The bill was authorized for a first reading with articles that contradict one another, which may not even be legal, and its chances to move forward in the short term seem slim.
• Annexation/sovereignty. The Right calls it sovereignty or applying Israeli law, the Left calls it annexation, and whatever language you choose, the idea of changing the status of Israel’s presence in the West Bank has been a topic of political conversation for months.
Starting with the Likud central committee calling for Israeli law to be applied to settlements, and continuing with a Knesset Land of Israel Caucus bill on the Ministerial Committee for Legislation’s agenda, the sovereignty/ annexation push is here, and probably won’t go away anytime soon.
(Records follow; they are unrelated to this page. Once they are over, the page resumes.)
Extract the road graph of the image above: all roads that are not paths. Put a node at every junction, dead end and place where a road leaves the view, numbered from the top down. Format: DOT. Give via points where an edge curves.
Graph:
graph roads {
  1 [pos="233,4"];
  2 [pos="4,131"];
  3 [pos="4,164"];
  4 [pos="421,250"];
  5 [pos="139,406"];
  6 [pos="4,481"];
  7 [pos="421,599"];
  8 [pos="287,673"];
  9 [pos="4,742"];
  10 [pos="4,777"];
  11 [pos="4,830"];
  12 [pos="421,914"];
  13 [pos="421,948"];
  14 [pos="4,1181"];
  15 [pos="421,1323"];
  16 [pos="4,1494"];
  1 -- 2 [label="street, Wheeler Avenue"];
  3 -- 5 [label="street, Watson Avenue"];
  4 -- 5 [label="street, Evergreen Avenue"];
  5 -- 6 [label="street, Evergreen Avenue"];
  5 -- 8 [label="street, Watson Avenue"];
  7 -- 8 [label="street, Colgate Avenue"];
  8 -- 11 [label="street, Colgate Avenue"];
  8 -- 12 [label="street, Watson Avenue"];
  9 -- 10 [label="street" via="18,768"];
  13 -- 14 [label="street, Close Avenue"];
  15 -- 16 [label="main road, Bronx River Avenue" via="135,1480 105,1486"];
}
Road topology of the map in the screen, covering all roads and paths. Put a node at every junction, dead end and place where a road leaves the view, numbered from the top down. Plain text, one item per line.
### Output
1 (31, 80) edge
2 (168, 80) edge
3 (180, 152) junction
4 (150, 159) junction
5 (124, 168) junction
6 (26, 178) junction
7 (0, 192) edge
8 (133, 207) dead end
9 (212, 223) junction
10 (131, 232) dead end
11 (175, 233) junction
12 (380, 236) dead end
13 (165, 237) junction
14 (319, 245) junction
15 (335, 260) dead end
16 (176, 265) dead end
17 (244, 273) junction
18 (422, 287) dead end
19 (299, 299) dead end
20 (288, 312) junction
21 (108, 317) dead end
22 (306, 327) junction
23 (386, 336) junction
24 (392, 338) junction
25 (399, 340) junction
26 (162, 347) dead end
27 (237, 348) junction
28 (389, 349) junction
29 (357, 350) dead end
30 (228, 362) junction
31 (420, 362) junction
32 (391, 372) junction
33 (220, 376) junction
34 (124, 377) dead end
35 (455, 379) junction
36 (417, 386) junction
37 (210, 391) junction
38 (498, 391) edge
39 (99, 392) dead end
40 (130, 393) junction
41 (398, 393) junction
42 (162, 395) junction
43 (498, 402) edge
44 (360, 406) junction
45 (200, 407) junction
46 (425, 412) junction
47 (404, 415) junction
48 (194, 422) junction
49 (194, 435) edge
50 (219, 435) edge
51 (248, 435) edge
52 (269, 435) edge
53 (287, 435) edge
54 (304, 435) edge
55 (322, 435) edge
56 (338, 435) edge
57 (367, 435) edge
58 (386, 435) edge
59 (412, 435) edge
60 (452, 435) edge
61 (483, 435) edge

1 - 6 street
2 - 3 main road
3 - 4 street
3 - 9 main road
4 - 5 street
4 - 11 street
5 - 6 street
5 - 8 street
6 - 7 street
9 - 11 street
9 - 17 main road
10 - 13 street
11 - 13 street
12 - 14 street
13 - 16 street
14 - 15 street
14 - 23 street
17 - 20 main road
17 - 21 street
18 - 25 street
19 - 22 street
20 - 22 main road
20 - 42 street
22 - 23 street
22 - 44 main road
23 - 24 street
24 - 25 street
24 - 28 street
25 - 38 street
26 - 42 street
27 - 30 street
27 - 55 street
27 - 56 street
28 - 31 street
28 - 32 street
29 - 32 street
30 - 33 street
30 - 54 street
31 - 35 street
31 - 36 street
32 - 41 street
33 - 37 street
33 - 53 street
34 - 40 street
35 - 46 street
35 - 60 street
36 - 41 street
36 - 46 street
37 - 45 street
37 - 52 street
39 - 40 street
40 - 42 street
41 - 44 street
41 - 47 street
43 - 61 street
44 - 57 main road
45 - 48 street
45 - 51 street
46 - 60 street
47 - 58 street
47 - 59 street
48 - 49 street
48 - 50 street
The question is how Netanyahu will respond. The prime minister recently said he’s been talking to the Americans about the idea, but the White House distanced itself from the statement.
Some say Netanyahu may make a move in that direction to please his base so that they don’t abandon him in his time of need. Others point to the precedents of former prime ministers Ariel Sharon and Ehud Olmert, who moved to make greater concessions when under investigation for corruption. “The depth of the uprooting is like the depth of the investigation,” which rhymes in Hebrew, is a known phrase in settler circles.
The other option is Netanyahu will do nothing at all. US President Donald Trump is preparing his proposal for “the ultimate deal,” so the prime minister has an excuse for biding his time.
And while the prime minister works out his own problems, the Knesset will still have plenty to do in the coming weeks.